=== Begin Enclosure ===

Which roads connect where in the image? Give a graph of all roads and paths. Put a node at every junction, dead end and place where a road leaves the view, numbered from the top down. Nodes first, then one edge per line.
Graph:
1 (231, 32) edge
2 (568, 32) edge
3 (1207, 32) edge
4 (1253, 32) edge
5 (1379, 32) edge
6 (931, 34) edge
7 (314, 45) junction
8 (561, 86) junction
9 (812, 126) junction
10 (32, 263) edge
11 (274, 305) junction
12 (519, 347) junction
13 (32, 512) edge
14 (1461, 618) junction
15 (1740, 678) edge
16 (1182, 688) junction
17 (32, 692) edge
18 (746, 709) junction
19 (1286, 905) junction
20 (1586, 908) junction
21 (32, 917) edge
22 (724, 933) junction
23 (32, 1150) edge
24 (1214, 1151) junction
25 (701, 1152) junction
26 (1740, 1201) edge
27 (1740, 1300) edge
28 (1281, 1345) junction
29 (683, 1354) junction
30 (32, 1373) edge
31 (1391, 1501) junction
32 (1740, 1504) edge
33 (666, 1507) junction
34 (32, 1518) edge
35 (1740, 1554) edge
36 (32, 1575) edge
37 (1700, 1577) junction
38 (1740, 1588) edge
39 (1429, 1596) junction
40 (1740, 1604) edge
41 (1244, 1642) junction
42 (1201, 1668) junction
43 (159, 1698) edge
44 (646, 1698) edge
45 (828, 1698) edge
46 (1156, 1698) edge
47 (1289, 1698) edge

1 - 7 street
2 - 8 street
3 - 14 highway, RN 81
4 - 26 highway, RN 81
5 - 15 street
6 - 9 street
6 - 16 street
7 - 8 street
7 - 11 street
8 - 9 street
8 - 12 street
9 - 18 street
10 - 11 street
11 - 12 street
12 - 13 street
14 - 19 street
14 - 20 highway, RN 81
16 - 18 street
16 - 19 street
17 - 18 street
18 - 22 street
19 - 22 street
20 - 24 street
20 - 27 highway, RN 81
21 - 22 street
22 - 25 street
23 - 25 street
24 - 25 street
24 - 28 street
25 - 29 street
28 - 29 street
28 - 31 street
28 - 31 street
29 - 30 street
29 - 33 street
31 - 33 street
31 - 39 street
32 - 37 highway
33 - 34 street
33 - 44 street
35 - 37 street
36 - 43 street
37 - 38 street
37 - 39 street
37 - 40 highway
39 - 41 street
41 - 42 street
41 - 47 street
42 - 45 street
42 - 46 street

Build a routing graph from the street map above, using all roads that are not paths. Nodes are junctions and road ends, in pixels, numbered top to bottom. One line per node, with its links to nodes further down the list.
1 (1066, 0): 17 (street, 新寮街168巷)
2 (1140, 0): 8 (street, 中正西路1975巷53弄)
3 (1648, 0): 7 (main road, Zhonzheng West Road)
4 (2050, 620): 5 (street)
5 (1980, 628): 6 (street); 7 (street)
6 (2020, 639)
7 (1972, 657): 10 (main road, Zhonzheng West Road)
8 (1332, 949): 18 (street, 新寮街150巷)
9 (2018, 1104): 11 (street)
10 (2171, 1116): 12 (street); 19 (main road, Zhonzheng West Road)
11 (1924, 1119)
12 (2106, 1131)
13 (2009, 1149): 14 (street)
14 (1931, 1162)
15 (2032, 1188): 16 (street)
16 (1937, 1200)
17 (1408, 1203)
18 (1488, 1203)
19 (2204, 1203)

=== End Enclosure ===

_What you are asked to do:_
Output all of the data again. Match it exactly.

_Exercise result:_
Which roads connect where in the image? Give a graph of all roads and paths. Put a node at every junction, dead end and place where a road leaves the view, numbered from the top down. Nodes first, then one edge per line.
Graph:
1 (231, 32) edge
2 (568, 32) edge
3 (1207, 32) edge
4 (1253, 32) edge
5 (1379, 32) edge
6 (931, 34) edge
7 (314, 45) junction
8 (561, 86) junction
9 (812, 126) junction
10 (32, 263) edge
11 (274, 305) junction
12 (519, 347) junction
13 (32, 512) edge
14 (1461, 618) junction
15 (1740, 678) edge
16 (1182, 688) junction
17 (32, 692) edge
18 (746, 709) junction
19 (1286, 905) junction
20 (1586, 908) junction
21 (32, 917) edge
22 (724, 933) junction
23 (32, 1150) edge
24 (1214, 1151) junction
25 (701, 1152) junction
26 (1740, 1201) edge
27 (1740, 1300) edge
28 (1281, 1345) junction
29 (683, 1354) junction
30 (32, 1373) edge
31 (1391, 1501) junction
32 (1740, 1504) edge
33 (666, 1507) junction
34 (32, 1518) edge
35 (1740, 1554) edge
36 (32, 1575) edge
37 (1700, 1577) junction
38 (1740, 1588) edge
39 (1429, 1596) junction
40 (1740, 1604) edge
41 (1244, 1642) junction
42 (1201, 1668) junction
43 (159, 1698) edge
44 (646, 1698) edge
45 (828, 1698) edge
46 (1156, 1698) edge
47 (1289, 1698) edge

1 - 7 street
2 - 8 street
3 - 14 highway, RN 81
4 - 26 highway, RN 81
5 - 15 street
6 - 9 street
6 - 16 street
7 - 8 street
7 - 11 street
8 - 9 street
8 - 12 street
9 - 18 street
10 - 11 street
11 - 12 street
12 - 13 street
14 - 19 street
14 - 20 highway, RN 81
16 - 18 street
16 - 19 street
17 - 18 street
18 - 22 street
19 - 22 street
20 - 24 street
20 - 27 highway, RN 81
21 - 22 street
22 - 25 street
23 - 25 street
24 - 25 street
24 - 28 street
25 - 29 street
28 - 29 street
28 - 31 street
28 - 31 street
29 - 30 street
29 - 33 street
31 - 33 street
31 - 39 street
32 - 37 highway
33 - 34 street
33 - 44 street
35 - 37 street
36 - 43 street
37 - 38 street
37 - 39 street
37 - 40 highway
39 - 41 street
41 - 42 street
41 - 47 street
42 - 45 street
42 - 46 street

Build a routing graph from the street map above, using all roads that are not paths. Nodes are junctions and road ends, in pixels, numbered top to bottom. One line per node, with its links to nodes further down the list.
1 (1066, 0): 17 (street, 新寮街168巷)
2 (1140, 0): 8 (street, 中正西路1975巷53弄)
3 (1648, 0): 7 (main road, Zhonzheng West Road)
4 (2050, 620): 5 (street)
5 (1980, 628): 6 (street); 7 (street)
6 (2020, 639)
7 (1972, 657): 10 (main road, Zhonzheng West Road)
8 (1332, 949): 18 (street, 新寮街150巷)
9 (2018, 1104): 11 (street)
10 (2171, 1116): 12 (street); 19 (main road, Zhonzheng West Road)
11 (1924, 1119)
12 (2106, 1131)
13 (2009, 1149): 14 (street)
14 (1931, 1162)
15 (2032, 1188): 16 (street)
16 (1937, 1200)
17 (1408, 1203)
18 (1488, 1203)
19 (2204, 1203)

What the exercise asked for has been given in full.